Il primo capo della legge si concentra sulla cybersicurezza nazionale, stabilendo misure per aumentare la capacità di protezione e risposta a emergenze cibernetiche. Tra le principali disposizioni:

Obbligo di notifica: le pubbliche amministrazioni (PA) e gli enti strategici sono tenuti a notificare gli incidenti informatici.

Rafforzamento dell'Agenzia per la Cybersicurezza Nazionale (ACN): questa agenzia avrà poteri ampliati per verificare la conformità alle normative di cybersicurezza e applicare sanzioni in caso di violazioni[5][6].

Centro Nazionale di Crittografia: istituito per migliorare la sicurezza dei dati attraverso l'uso della crittografia.

Capo II: reati informatici

Il secondo capo si occupa della prevenzione e del contrasto ai reati informatici, introducendo modifiche significative al codice penale e al codice di procedura penale.
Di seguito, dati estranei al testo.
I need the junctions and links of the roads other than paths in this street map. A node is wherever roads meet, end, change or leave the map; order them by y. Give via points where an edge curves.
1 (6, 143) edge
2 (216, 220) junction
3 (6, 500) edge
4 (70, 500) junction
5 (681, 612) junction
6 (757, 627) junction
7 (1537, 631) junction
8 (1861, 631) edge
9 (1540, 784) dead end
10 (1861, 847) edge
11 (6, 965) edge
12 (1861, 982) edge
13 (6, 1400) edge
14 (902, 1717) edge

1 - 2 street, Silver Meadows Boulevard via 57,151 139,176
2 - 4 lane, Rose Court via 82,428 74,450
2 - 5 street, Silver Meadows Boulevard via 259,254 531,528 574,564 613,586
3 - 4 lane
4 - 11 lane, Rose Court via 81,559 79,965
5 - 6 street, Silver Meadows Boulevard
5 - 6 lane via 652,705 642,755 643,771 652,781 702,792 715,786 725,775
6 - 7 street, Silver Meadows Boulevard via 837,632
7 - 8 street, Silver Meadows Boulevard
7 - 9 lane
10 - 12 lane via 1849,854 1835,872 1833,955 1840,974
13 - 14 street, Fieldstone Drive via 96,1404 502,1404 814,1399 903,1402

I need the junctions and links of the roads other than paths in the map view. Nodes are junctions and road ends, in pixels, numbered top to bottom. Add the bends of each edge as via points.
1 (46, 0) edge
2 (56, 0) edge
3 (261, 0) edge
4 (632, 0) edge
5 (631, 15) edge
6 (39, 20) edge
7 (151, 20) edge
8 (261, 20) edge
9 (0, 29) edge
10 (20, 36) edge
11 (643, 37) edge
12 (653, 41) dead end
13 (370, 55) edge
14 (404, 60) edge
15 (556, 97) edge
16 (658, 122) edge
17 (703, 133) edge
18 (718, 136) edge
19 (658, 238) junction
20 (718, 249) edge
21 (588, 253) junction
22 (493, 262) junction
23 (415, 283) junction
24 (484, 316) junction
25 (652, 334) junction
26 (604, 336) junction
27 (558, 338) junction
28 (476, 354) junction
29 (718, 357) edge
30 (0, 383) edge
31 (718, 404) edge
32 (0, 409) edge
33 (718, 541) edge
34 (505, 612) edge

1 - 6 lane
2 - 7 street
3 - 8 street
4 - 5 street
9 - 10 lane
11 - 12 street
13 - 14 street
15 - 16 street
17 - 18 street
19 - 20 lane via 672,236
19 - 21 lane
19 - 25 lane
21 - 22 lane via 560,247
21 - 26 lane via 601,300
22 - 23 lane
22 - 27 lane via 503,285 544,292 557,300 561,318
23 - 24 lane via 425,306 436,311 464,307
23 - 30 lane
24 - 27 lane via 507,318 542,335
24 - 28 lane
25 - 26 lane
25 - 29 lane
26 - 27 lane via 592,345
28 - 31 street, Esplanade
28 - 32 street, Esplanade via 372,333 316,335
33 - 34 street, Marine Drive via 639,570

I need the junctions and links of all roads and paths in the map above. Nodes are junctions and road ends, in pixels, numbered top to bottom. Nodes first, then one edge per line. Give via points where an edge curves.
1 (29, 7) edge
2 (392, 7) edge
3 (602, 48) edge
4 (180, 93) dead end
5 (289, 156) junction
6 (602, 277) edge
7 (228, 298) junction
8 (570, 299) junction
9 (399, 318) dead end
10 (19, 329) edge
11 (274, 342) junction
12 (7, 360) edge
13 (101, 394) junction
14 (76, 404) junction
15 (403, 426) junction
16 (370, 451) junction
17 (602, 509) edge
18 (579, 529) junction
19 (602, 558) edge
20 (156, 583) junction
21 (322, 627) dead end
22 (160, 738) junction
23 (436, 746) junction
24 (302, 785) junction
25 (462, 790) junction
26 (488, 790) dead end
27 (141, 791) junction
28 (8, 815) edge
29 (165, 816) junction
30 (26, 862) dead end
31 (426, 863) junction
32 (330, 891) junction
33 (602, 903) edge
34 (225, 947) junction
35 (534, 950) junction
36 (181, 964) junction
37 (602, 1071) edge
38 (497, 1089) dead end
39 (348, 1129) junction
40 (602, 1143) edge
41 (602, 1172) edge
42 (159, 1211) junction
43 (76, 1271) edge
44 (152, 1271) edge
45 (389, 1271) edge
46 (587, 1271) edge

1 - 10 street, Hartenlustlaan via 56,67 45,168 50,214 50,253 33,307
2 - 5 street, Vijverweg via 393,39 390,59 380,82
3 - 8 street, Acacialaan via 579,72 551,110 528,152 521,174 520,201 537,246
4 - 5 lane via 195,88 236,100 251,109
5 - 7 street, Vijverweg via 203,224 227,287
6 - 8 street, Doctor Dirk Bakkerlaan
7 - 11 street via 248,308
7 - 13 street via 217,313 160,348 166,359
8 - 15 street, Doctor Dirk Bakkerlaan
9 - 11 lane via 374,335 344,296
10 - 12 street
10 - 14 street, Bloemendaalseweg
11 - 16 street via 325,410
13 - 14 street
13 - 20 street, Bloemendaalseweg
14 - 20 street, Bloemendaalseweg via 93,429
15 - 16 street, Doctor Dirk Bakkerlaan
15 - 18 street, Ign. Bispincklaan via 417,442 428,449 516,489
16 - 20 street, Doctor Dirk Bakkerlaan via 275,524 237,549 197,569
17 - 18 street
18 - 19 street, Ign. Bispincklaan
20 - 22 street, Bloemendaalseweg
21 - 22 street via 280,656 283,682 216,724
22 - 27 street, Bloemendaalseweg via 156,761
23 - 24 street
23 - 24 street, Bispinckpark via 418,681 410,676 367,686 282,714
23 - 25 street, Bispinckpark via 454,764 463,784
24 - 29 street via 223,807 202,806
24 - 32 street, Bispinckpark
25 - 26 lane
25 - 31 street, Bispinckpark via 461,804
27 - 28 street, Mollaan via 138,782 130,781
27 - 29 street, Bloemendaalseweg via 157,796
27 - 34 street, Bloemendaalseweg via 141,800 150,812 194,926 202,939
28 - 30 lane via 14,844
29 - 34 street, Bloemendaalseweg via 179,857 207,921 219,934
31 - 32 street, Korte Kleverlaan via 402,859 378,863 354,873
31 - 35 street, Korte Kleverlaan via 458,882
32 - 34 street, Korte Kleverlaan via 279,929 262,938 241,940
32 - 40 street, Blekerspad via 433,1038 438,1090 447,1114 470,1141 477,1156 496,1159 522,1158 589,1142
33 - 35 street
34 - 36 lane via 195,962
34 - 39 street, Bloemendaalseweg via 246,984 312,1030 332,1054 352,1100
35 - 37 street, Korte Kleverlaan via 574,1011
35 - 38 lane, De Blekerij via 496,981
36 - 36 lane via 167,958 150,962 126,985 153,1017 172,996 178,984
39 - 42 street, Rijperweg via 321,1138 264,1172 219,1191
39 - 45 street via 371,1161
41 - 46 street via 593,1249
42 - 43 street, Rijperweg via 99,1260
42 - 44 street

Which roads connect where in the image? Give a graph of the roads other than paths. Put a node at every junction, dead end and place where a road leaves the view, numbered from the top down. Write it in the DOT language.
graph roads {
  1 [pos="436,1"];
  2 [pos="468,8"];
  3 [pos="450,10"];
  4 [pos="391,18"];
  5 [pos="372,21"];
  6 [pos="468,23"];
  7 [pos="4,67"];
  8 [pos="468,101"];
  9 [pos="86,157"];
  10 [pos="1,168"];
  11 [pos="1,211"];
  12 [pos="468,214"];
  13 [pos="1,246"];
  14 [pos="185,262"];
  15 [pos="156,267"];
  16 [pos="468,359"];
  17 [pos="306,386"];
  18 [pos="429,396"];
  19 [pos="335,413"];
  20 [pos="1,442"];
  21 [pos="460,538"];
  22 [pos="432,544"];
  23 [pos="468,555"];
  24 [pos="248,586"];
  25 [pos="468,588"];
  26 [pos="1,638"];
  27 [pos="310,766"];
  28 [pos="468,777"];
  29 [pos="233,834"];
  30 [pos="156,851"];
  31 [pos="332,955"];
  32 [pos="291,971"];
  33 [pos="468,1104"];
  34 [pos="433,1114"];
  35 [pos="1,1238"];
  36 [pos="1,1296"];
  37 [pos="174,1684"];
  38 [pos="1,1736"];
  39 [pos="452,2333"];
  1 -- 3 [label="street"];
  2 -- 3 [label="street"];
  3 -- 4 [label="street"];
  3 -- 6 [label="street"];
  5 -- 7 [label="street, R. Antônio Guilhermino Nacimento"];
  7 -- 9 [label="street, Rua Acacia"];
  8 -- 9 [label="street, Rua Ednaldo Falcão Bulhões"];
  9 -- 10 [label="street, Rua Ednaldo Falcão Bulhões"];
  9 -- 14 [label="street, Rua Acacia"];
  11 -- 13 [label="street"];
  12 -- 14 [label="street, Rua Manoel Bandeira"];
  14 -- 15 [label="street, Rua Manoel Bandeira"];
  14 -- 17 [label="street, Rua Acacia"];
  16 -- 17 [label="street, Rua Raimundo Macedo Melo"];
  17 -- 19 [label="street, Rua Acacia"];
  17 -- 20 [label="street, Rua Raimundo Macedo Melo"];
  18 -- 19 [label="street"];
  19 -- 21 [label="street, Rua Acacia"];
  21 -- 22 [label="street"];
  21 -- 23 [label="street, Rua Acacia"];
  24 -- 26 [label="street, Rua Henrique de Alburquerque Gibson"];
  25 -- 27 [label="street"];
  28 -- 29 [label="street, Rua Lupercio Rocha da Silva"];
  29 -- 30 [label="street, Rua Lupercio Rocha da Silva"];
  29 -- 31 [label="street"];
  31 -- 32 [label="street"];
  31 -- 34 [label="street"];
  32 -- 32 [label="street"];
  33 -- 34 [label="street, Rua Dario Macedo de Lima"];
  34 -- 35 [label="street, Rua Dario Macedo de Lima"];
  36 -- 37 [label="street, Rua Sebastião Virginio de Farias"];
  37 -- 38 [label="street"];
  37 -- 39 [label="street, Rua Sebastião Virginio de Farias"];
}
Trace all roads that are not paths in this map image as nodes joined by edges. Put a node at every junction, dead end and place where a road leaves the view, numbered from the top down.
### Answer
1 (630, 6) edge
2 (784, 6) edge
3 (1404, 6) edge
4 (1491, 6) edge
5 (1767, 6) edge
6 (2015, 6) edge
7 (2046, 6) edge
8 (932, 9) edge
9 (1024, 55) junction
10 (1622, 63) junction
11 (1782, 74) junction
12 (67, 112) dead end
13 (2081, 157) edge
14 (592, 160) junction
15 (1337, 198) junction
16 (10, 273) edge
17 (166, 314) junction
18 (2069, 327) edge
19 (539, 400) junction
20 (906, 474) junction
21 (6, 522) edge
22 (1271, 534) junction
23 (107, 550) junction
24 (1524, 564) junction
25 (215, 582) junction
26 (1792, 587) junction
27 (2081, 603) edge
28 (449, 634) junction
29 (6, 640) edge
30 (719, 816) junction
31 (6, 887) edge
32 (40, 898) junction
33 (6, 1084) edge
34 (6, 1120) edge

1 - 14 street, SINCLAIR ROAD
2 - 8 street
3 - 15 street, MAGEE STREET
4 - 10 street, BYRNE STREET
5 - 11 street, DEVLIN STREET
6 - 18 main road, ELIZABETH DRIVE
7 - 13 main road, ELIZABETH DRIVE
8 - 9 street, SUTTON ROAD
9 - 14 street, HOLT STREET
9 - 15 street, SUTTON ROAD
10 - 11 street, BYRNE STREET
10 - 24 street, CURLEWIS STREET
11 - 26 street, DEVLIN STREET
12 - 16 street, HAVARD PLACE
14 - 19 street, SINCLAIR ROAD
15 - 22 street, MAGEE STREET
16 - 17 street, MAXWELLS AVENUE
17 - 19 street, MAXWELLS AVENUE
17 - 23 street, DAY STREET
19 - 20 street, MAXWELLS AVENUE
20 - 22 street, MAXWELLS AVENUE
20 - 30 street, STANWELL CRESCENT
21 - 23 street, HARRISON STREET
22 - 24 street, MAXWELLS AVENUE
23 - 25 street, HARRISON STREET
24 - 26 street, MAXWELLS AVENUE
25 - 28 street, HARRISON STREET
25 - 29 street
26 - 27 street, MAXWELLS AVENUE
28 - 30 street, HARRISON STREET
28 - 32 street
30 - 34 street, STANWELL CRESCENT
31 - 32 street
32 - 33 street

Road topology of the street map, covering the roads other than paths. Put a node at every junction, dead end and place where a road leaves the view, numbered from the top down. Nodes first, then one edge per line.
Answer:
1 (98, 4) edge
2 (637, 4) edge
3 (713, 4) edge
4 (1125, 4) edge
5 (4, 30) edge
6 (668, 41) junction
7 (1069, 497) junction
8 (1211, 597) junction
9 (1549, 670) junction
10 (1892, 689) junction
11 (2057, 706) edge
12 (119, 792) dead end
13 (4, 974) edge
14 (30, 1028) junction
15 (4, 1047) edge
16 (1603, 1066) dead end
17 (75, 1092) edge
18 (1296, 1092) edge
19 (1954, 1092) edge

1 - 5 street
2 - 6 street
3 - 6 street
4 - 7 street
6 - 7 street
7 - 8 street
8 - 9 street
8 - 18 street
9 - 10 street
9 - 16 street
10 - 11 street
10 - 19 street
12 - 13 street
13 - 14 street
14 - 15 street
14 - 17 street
Le principali novità includono:

  • Inasprimento delle pene: le sanzioni per reati come l'accesso abusivo e il danneggiamento di sistemi informatici sono state inasprite.
  • Nuovi reati informatici: introduzione del reato di "estorsione mediante attacco informatico" e ampliamento delle fattispecie criminose.
  • Coordinamento tra Autorità: maggiore collaborazione tra l'ACN, la polizia giudiziaria e altre autorità competenti per una risposta più efficace agli attacchi informatici.

Questa legge non solo mira a rafforzare la sicurezza informatica a livello nazionale, ma anche a promuovere l'autonomia tecnologica dell'Italia, riducendo la dipendenza da tecnologie estere. Le misure adottate sono in linea con le normative europee, contribuendo a creare un ambiente digitale più sicuro e resiliente.